People walk differently when they’re the only ones in the room carrying a gun.

“The Fibonacci sequence is everywhere,” Sloane was saying. The man in the earpiece approached Mr. Shaw and bent to whisper something in his ear. The casino owner’s face remained carefully controlled, but when Michael followed my gaze, he must have seen something I didn’t. His eyebrows shot up.

“It’s beautiful,” Sloane continued. “It’s perfection.”

I met Michael’s eyes across the table. He held my gaze for a few seconds, then he raised one finger. “Check, please.”





The UNSUB’s calling card had just taken on a whole new meaning. I’d assumed the numbers might have personal significance to the killer. But if they really were part of some famous mathematical sequence, there was a chance the point of the numbers was less about fulfilling our killer’s emotional needs and more about sending a message.

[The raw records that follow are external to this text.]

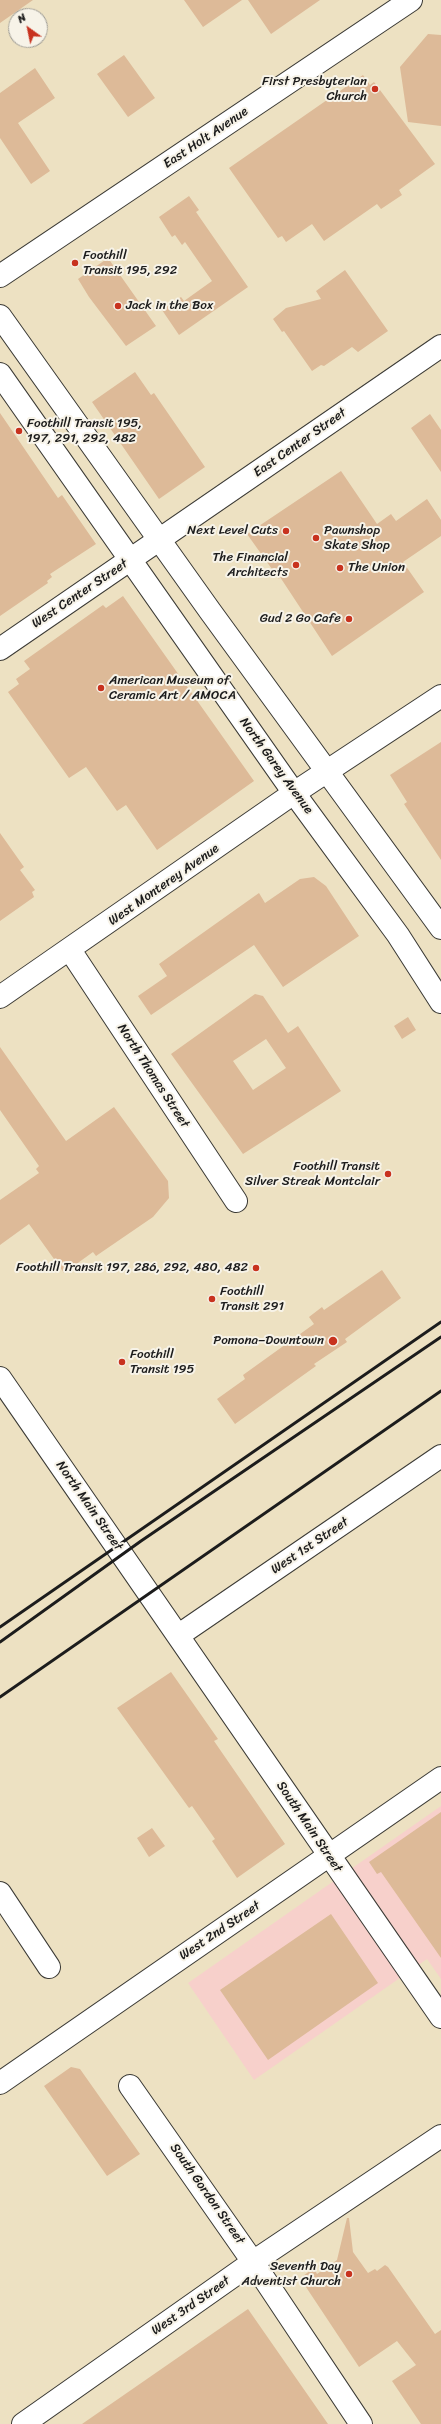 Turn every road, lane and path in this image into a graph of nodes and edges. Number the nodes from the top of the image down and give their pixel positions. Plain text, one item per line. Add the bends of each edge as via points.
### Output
1 (411, 0) edge
2 (0, 276) edge
3 (0, 316) edge
4 (441, 346) edge
5 (0, 374) edge
6 (159, 540) junction
7 (129, 560) junction
8 (0, 649) edge
9 (441, 696) edge
10 (328, 772) junction
11 (294, 793) junction
12 (441, 928) edge
13 (70, 950) junction
14 (0, 997) edge
15 (441, 1002) edge
16 (236, 1202) dead end
17 (0, 1378) edge
18 (441, 1456) edge
19 (179, 1635) junction
20 (441, 1778) edge
21 (329, 1857) junction
22 (0, 1892) edge
23 (49, 1967) dead end
24 (441, 2017) edge
25 (0, 2083) edge
26 (130, 2086) dead end
27 (441, 2136) edge
28 (253, 2262) junction
29 (23, 2424) edge
30 (361, 2424) edge

1 - 2 street, East Holt Avenue
3 - 6 street
4 - 6 street, East Center Street
5 - 7 street, North Garey Avenue
6 - 7 street, West Center Street
6 - 10 street
7 - 8 street, West Center Street
7 - 11 street, North Garey Avenue
9 - 10 street, West Monterey Avenue
10 - 11 street, West Monterey Avenue
10 - 12 street
11 - 13 street, West Monterey Avenue
11 - 15 street, North Garey Avenue via 398,935
13 - 14 street, West Monterey Avenue
13 - 16 street, North Thomas Street
17 - 19 street, North Main Street
18 - 19 street, West 1st Street
19 - 21 street, South Main Street
20 - 21 street, West 2nd Street
21 - 24 street, South Main Street
21 - 25 street, West 2nd Street
22 - 23 street
26 - 28 street, South Gordon Street
27 - 28 street, West 3rd Street
28 - 29 street, West 3rd Street
28 - 30 street, South Gordon Street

What message? I smoothed a hand over my dress as we began the long walk back toward the main body of the hotel and casino. That your actions aren’t emotional? That they’re as predetermined as numbers plugged into an equation?

I barely noticed the lights and sounds that bombarded our senses when we hit the casino floor.

That you’re a part of the natural order, like pinecones and seashells and bees?

Judd, Dean, and Sloane hung a left toward the lobby. Michael began veering right. “Shopping?” he asked Lia.

Somehow, I doubted that Michael and Lia, if left to their own devices in Sin City, would spend their time perusing the shops. Judd must have been thinking the same thing, because he gave the two of them a look.

“I’ll have you know I’m very fashionable,” Michael told Judd.

You saw something when security came for Sloane’s father, Michael. You asked for the check an instant later. You’re not going shopping.

Dean knew me well enough to recognize when I was profiling someone. “I’ll go with Sloane to call Sterling and Briggs,” he told me. I heard what he wasn’t saying: Go.

Whatever Michael and Lia were about to do, I wanted in on it—and if part of the reason was that going back upstairs meant going back to the information that awaited me on that drive, Dean didn’t begrudge me that.

When I was ready, he would be there.

“Fair warning.” Lia eyed Dean and me before turning back to Judd. “If you make me go up to the suite right now, there’s a very good chance that I will give a full-length performance of The Ballad of Cassie and Dean. Complete with musical numbers.”